The CS told me it's policy that they fill "full-pay"* orders first; let's assume CS is right.
If this assumption is true, then the policy is about nothing but how fast SS can get a customers cash into their bank account.
If SS converts "full-pay" orders into cash by shipping those first, instead of taking the final flex-pay payment and shipping those, that's a win for them.
"Full-Pay" buyers have only paid (to date) a 10% NRD, so SS gets an influx of cash via the outstanding 90% of the total amount on each item they ship.
This seems unfair, as flex-payers have already fronted them 75%(ish) of the total.
But from their POV, why hurry to fulfill a flex-pay order when you've already gotten 75% of the customer's payment? All SS gets out of that in liquidity is 25%.

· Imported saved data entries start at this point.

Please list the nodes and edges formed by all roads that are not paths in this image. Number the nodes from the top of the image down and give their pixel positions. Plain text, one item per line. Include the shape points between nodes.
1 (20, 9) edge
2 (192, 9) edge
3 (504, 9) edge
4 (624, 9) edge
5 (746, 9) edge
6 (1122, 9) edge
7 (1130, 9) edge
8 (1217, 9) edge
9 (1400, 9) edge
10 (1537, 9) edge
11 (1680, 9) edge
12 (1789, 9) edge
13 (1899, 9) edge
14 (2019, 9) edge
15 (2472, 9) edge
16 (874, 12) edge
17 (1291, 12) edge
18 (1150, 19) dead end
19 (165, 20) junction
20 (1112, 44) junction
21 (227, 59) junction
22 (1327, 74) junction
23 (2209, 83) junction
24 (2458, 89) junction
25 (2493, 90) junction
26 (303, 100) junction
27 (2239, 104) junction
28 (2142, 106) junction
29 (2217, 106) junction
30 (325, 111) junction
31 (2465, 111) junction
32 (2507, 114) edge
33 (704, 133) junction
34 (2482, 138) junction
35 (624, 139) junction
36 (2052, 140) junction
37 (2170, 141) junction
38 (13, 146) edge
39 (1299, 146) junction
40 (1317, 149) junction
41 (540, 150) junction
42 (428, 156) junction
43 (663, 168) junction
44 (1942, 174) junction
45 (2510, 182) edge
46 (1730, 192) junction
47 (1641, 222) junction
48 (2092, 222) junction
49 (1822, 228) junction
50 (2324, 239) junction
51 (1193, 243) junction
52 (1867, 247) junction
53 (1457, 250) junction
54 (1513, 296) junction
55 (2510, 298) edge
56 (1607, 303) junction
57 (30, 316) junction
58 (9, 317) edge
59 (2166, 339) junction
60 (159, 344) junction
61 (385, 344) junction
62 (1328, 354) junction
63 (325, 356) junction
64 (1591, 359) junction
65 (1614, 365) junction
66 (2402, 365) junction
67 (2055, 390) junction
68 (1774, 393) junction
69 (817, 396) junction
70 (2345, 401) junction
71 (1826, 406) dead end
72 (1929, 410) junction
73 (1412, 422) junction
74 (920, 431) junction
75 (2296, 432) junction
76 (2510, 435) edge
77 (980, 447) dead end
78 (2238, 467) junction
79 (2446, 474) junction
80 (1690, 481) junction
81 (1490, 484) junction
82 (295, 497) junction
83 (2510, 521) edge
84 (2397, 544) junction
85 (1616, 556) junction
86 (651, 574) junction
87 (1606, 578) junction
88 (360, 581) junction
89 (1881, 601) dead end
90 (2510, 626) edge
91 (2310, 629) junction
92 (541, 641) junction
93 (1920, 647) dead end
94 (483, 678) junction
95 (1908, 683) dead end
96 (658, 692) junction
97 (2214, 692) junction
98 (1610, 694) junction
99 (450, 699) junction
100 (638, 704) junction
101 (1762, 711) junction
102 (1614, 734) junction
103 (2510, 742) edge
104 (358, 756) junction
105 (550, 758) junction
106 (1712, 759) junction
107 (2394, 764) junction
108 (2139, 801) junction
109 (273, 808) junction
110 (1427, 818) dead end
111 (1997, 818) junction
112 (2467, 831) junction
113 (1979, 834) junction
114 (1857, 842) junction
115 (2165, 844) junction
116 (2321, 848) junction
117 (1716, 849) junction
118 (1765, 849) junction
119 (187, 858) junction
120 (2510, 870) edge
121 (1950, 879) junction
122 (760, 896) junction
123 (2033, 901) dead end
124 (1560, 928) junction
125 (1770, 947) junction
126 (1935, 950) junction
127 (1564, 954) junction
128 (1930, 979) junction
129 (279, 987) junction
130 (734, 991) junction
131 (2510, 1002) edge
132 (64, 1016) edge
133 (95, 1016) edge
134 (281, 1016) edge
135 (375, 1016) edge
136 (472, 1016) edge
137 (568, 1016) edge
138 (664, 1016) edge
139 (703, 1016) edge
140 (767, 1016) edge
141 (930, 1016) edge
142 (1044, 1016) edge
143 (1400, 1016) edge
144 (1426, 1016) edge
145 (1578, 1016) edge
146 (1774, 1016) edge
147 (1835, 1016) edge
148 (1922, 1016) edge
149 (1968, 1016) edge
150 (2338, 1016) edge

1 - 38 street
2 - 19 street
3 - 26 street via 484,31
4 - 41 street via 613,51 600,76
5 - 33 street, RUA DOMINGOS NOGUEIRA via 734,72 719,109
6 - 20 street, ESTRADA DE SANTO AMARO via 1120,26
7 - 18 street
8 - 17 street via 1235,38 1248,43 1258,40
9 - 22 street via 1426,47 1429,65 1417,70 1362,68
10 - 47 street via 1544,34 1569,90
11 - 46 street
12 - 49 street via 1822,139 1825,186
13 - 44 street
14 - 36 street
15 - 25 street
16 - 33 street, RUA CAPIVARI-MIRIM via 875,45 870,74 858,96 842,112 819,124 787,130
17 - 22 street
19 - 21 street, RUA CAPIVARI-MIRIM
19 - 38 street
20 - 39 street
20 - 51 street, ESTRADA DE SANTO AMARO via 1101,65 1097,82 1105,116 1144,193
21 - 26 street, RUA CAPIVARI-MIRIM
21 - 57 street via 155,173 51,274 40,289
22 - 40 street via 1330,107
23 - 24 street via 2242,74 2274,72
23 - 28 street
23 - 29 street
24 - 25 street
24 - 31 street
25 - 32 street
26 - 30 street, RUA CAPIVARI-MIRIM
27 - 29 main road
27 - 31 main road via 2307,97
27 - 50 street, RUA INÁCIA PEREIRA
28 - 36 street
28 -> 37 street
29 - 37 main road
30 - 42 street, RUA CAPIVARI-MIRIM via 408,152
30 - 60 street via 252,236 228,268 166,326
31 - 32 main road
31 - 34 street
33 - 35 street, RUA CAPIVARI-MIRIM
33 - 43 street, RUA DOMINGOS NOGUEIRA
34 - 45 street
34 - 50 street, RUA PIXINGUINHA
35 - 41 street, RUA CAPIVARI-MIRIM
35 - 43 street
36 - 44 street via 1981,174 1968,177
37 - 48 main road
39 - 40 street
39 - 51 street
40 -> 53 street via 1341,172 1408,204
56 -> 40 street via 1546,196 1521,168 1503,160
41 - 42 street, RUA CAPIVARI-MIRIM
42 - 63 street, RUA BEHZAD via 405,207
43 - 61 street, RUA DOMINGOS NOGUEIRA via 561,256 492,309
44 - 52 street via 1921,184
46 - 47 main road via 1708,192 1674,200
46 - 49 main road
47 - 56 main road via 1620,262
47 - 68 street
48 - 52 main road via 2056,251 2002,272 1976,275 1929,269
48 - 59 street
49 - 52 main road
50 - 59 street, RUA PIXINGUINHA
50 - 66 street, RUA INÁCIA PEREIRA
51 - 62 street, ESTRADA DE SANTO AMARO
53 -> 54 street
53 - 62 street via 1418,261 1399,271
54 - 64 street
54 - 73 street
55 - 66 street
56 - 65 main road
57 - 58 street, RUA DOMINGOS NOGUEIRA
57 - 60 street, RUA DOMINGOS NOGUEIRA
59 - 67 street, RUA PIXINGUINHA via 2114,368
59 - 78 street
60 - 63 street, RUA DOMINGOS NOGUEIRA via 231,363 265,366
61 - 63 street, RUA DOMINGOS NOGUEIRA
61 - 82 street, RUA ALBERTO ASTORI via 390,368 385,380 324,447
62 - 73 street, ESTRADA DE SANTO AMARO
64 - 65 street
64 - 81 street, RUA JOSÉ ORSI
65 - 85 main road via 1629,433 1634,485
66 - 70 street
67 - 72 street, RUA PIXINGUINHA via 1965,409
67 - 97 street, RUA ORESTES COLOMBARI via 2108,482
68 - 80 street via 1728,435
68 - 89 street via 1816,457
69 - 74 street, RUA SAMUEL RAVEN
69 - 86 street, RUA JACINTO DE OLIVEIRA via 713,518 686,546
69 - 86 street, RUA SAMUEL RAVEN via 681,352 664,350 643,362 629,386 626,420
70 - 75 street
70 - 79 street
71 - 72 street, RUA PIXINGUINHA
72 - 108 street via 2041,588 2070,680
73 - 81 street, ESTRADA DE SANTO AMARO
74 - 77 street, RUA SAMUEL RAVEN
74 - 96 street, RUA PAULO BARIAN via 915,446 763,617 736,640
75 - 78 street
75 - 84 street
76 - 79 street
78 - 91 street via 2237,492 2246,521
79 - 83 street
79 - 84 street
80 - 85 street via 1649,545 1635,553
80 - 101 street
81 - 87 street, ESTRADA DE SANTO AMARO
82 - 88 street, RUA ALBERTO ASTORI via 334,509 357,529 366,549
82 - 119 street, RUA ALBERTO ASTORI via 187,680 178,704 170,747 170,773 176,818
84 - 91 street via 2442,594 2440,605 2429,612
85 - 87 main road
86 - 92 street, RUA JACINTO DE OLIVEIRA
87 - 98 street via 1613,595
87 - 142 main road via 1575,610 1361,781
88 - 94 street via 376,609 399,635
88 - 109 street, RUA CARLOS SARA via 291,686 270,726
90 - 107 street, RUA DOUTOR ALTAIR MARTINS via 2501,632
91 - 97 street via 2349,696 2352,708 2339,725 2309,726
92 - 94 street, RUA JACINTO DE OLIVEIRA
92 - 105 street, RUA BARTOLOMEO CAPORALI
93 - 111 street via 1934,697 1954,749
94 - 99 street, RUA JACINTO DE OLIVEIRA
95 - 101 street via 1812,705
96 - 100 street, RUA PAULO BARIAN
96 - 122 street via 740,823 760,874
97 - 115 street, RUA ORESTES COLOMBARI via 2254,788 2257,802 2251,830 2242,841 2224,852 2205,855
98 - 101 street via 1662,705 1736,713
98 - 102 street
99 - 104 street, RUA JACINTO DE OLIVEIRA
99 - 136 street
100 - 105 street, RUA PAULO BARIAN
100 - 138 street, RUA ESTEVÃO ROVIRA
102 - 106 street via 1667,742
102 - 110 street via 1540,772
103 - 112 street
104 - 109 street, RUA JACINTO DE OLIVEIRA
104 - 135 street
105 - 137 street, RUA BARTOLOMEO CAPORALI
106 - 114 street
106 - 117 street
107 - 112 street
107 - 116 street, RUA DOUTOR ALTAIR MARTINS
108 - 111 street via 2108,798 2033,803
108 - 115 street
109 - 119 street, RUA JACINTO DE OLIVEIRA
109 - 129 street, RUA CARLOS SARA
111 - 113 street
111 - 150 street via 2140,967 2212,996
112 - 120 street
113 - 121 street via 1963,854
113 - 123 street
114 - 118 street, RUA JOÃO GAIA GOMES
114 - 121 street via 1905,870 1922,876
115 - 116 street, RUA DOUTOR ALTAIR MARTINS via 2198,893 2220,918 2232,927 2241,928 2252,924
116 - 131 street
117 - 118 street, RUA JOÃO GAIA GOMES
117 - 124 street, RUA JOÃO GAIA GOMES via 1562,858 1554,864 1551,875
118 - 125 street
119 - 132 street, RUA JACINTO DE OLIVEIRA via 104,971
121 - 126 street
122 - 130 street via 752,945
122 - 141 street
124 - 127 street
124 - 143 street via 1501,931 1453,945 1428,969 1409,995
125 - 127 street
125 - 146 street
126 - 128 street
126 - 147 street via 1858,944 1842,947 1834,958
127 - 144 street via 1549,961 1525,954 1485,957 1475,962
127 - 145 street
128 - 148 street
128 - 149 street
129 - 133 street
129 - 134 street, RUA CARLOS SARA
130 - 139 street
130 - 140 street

By this logic, it works against a buyer to pay SS a larger amount of money in advance via flex-pay for a pre-order than it does to keep your cash on hand, and pay them all at once. If you flex-pay they have access to your cash for a longer period of time (and you don't, which is a lose for you) plus they ship your order later.
This is bad policy that will ultimately backfire, especially as shipping schedules continue to wildly fluctuate and prices wildly escalate.
Powerfully lame.
* obviously this is not "full-pay" as they put down 10% when they placed the order, but go with it as that's how CS referred to those buyers to me.